*INFORMATION PROVIDED*:

_____

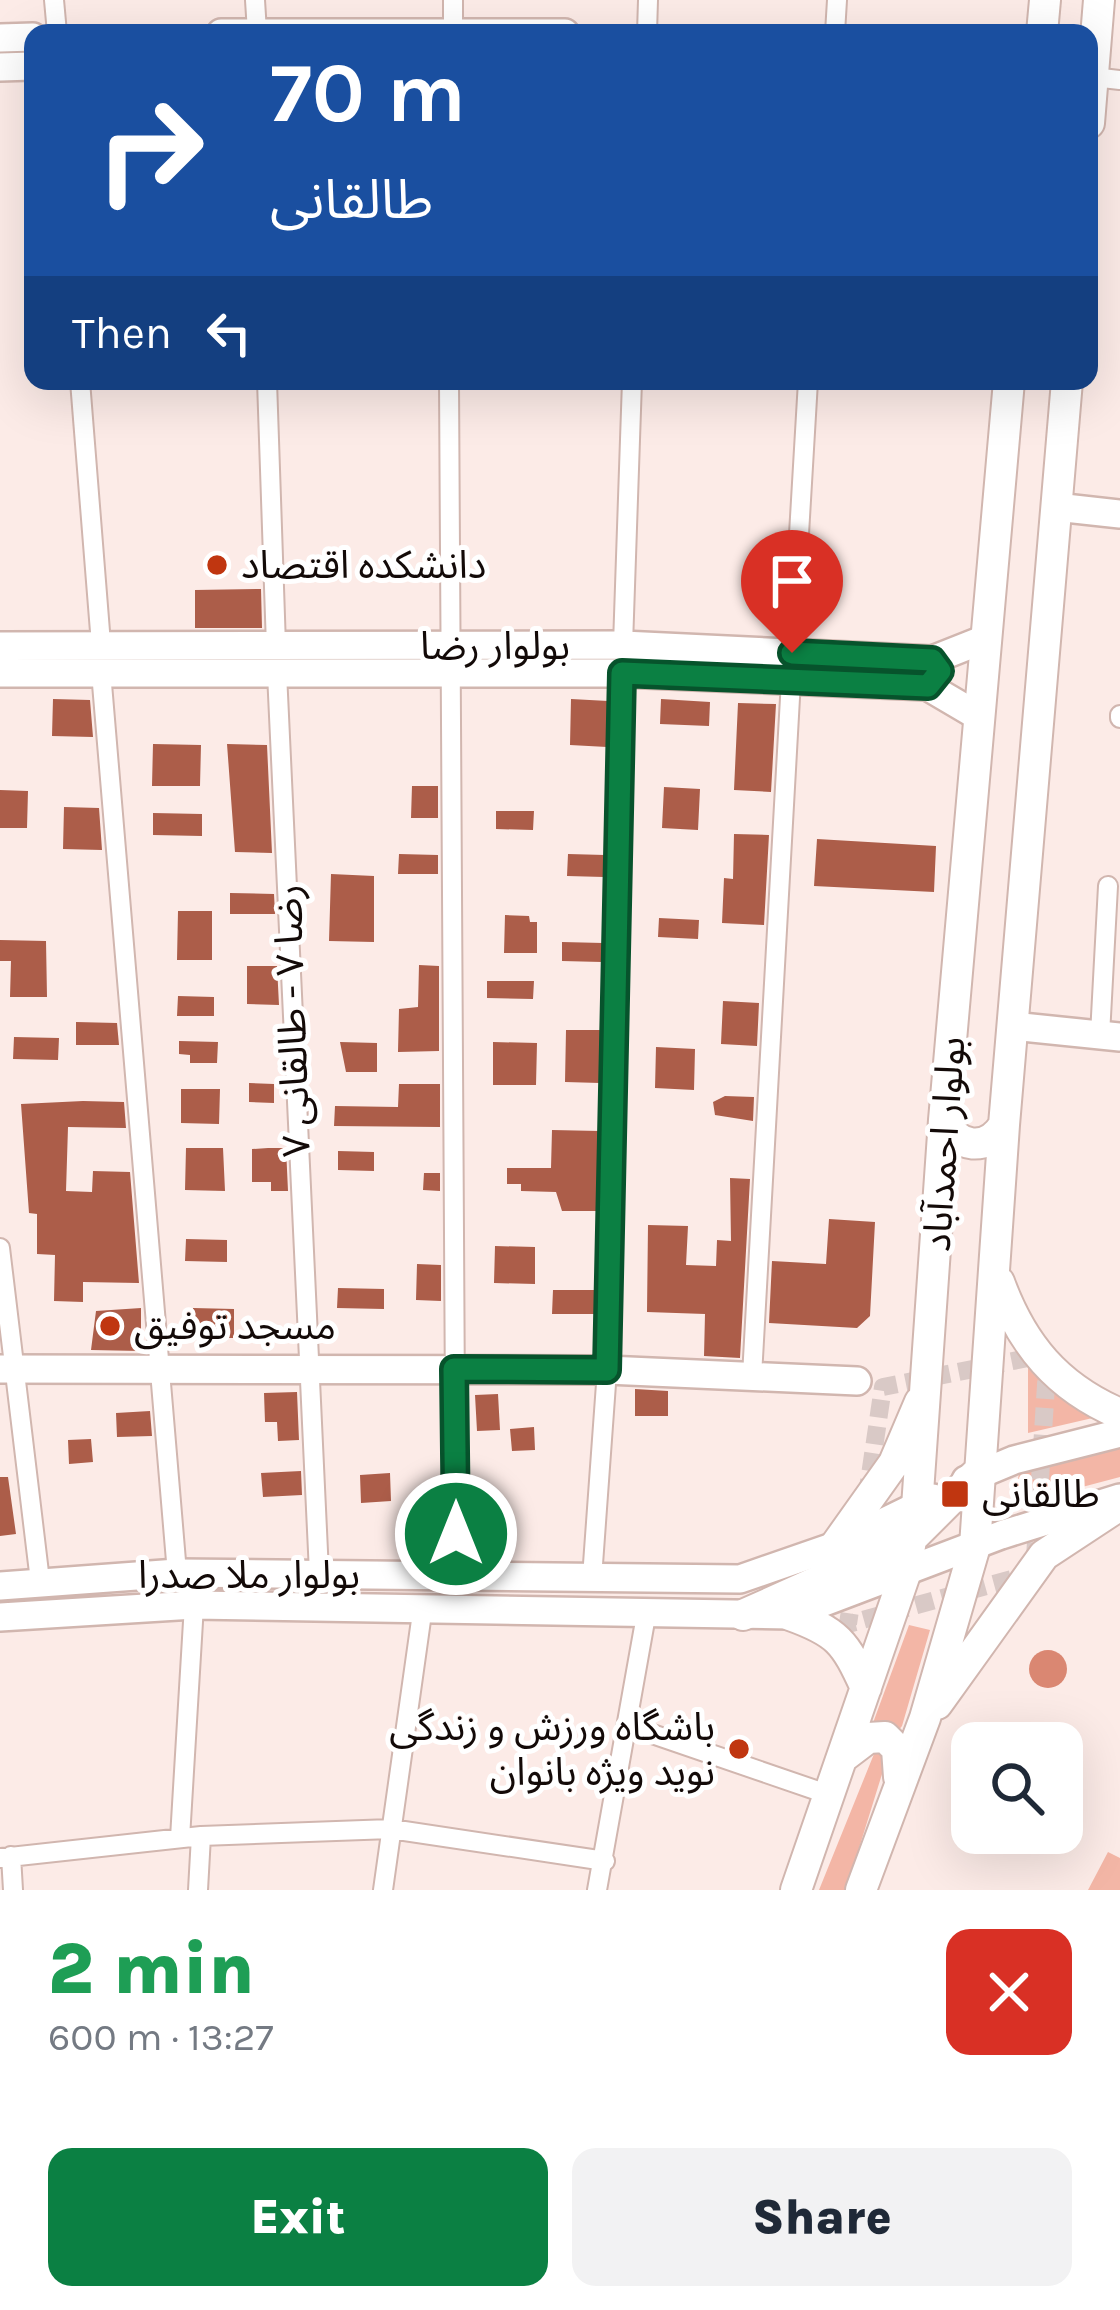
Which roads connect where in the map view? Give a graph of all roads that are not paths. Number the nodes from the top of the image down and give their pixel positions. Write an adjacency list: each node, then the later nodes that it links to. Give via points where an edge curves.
1 (1100, 0): 2 (main road)
2 (1106, 78)
3 (81, 390): 14 (street)
4 (267, 390): 15 (street, رضا ۷ - طالقانی ۷)
5 (448, 390): 17 (street)
6 (632, 390): 16 (street)
7 (807, 390): 18 (street)
8 (1008, 390): 12 (main road, بولوار احمدآباد)
9 (1066, 390): 10 (main road, بولوار احمدآباد)
10 (1056, 507): 11 (street); 23 (main road, بولوار احمدآباد)
11 (1120, 514)
12 (985, 639): 20 (street, بولوار رضا); 21 (main road, بولوار احمدآباد)
13 (0, 646): 14 (street, بولوار رضا)
14 (101, 658): 15 (street, بولوار رضا); 19 (street, بولوار رضا); 29 (street)
15 (276, 659): 17 (street, بولوار رضا); 31 (street, رضا ۷ - طالقانی ۷)
16 (622, 659): 17 (street, بولوار رضا); 18 (street, بولوار رضا); 33 (street)
17 (450, 660): 32 (street)
18 (791, 666): 20 (street, بولوار رضا); 34 (street)
19 (0, 673)
20 (930, 673): 21 (street, بولوار رضا)
21 (978, 716): 25 (main road, بولوار احمدآباد)
22 (1108, 886): 24 (street)
23 (1012, 1026): 24 (street); 26 (main road, بولوار احمدآباد)
24 (1110, 1036)
25 (944, 1120): 26 (main road, via 954,1137 972,1145 992,1140); 35 (main road, بولوار احمدآباد)
26 (1004, 1125): 28 (main road, بولوار احمدآباد)
27 (0, 1248): 30 (street)
28 (998, 1278): 37 (main road, via 1034,1354); 39 (main road, بولوار احمدآباد)
29 (162, 1366): 30 (street); 31 (street); 45 (street)
30 (7, 1368): 51 (street)
31 (307, 1369): 32 (street); 46 (street, رضا ۷ - طالقانی ۷)
32 (454, 1369): 33 (street); 48 (street)
33 (607, 1370): 34 (street); 49 (street)
34 (752, 1376): 36 (street)
35 (929, 1380): 41 (main road, بولوار احمدآباد); 43 (main road, via 894,1463)
36 (857, 1381)
37 (1120, 1414)
38 (1120, 1433): 39 (street, بولوار ملا صدرا)
39 (977, 1473): 41 (street, بولوار ملا صدرا); 42 (main road); 44 (main road, بولوار احمدآباد)
40 (1120, 1502): 44 (street, بولوار ملا صدرا); 60 (main road, via 1044,1555)
41 (917, 1507): 42 (main road, بولوار احمدآباد); 43 (street, بولوار ملا صدرا)
42 (910, 1540): 47 (main road, بولوار احمدآباد); 56 (main road)
43 (836, 1546): 50 (street, بولوار ملا صدرا)
44 (975, 1546): 47 (street, بولوار ملا صدرا); 60 (main road, بولوار احمدآباد)
45 (177, 1573): 46 (street, بولوار ملا صدرا); 51 (street, بولوار ملا صدرا)
46 (319, 1573): 48 (street, بولوار ملا صدرا)
47 (904, 1574): 57 (street, بولوار ملا صدرا); 59 (main road, بولوار احمدآباد)
48 (456, 1576): 49 (street, بولوار ملا صدرا)
49 (592, 1578): 50 (street, بولوار ملا صدرا)
50 (740, 1579): 56 (street, via 751,1592)
51 (40, 1581): 52 (street, بولوار ملا صدرا)
52 (0, 1586)
53 (194, 1605): 54 (street, بولوار ملا صدرا); 58 (street, بولوار ملا صدرا); 67 (street)
54 (423, 1606): 55 (street, بولوار ملا صدرا); 65 (street)
55 (646, 1610): 56 (street, بولوار ملا صدرا); 61 (street)
56 (742, 1615): 57 (street, بولوار ملا صدرا)
57 (790, 1615): 59 (main road, via 830,1629)
58 (0, 1617)
59 (866, 1688): 62 (main road, بولوار احمدآباد)
60 (925, 1718): 63 (main road, بولوار احمدآباد)
61 (629, 1726): 64 (street); 69 (street)
62 (844, 1756): 63 (main road, via 868,1738 885,1737 897,1748); 64 (main road, بولوار احمدآباد)
63 (899, 1777): 75 (main road, بولوار احمدآباد)
64 (830, 1795): 74 (main road, بولوار احمدآباد)
65 (391, 1829): 66 (street); 69 (street); 72 (street)
66 (201, 1836): 67 (street); 71 (street)
67 (180, 1838): 68 (street)
68 (6, 1857): 70 (street)
69 (605, 1861): 73 (street)
70 (13, 1890)
71 (198, 1890)
72 (383, 1890)
73 (597, 1890)
74 (796, 1890)
75 (861, 1890)

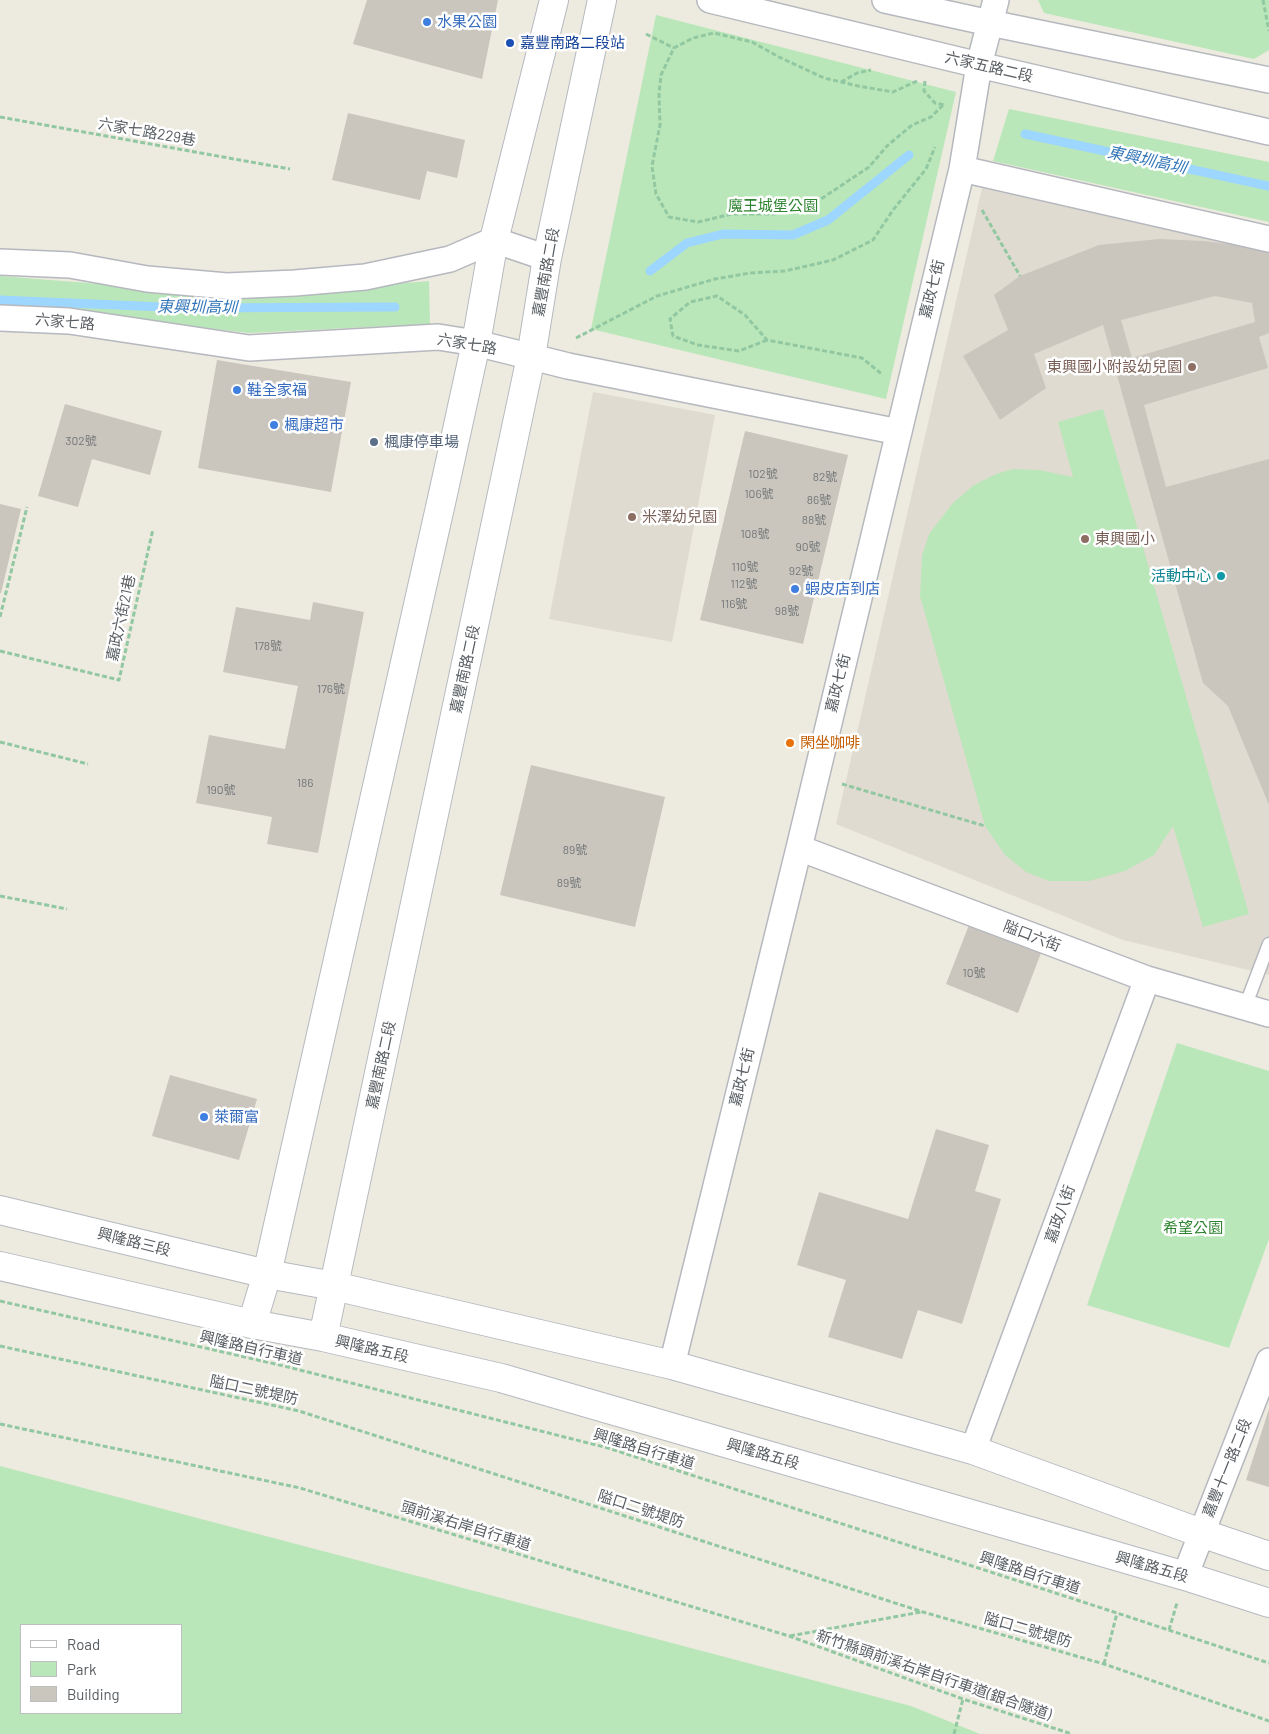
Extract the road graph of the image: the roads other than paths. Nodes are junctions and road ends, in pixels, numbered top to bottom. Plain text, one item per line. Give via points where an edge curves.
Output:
1 (554, 0) edge
2 (602, 0) edge
3 (710, 0) edge
4 (886, 0) edge
5 (993, 12) edge
6 (979, 65) junction
7 (1269, 80) edge
8 (1269, 132) edge
9 (962, 169) junction
10 (1269, 239) edge
11 (494, 240) junction
12 (547, 258) junction
13 (0, 262) edge
14 (0, 318) edge
15 (476, 343) junction
16 (531, 357) junction
17 (898, 432) junction
18 (798, 848) junction
19 (1269, 944) edge
20 (1147, 979) junction
21 (1245, 1007) junction
22 (1269, 1014) edge
23 (0, 1210) edge
24 (0, 1266) edge
25 (267, 1274) junction
26 (334, 1286) junction
27 (252, 1324) junction
28 (323, 1337) junction
29 (672, 1365) junction
30 (1268, 1367) edge
31 (974, 1450) junction
32 (1201, 1533) junction
33 (1269, 1556) edge
34 (1185, 1576) junction
35 (1269, 1603) edge

1 - 11 street
2 - 12 street, 嘉豐南路二段
3 - 6 street, 六家五路二段
4 - 5 street
5 - 6 street, 嘉政七街
5 - 7 street
6 - 8 street, 六家五路二段
6 - 9 street, 嘉政七街
9 - 10 street
9 - 17 street, 嘉政七街
11 - 12 street
11 - 13 street via 450,259 365,277 295,283 227,286 147,278 70,265
11 - 15 street
12 - 16 street, 嘉豐南路二段
14 - 15 street, 六家七路 via 69,321 249,348 438,337
15 - 16 street, 六家七路
15 - 25 street
16 - 17 street, 六家七路
16 - 26 street, 嘉豐南路二段
17 - 18 street, 嘉政七街
18 - 20 street, 隘口六街
18 - 29 street, 嘉政七街
19 - 21 lane
20 - 21 street, 隘口六街
20 - 31 street, 嘉政八街
21 - 22 street, 隘口六街
23 - 25 street, 興隆路三段
24 - 27 street
25 - 26 street
25 - 27 street
26 - 28 street, 嘉豐南路二段
26 - 29 street
27 - 28 street, 興隆路五段
28 - 34 street, 興隆路五段 via 501,1378
29 - 31 street
30 - 32 street, 嘉豐十一路二段
31 - 32 street
32 - 33 street
32 - 34 street, 嘉豐十一路二段
34 - 35 street, 興隆路五段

_____

*TASK DETAILS*: Retrieve all lines from the data that contain the string "where".

*WRITTEN ANSWER*:
Which roads connect where in the map view? Give a graph of all roads that are not paths. Number the nodes from the top of the image down and give their pixel positions. Write an adjacency list: each node, then the later nodes that it links to. Give via points where an edge curves.
Extract the road graph of the image: the roads other than paths. Nodes are junctions and road ends, in pixels, numbered top to bottom. Plain text, one item per line. Give via points where an edge curves.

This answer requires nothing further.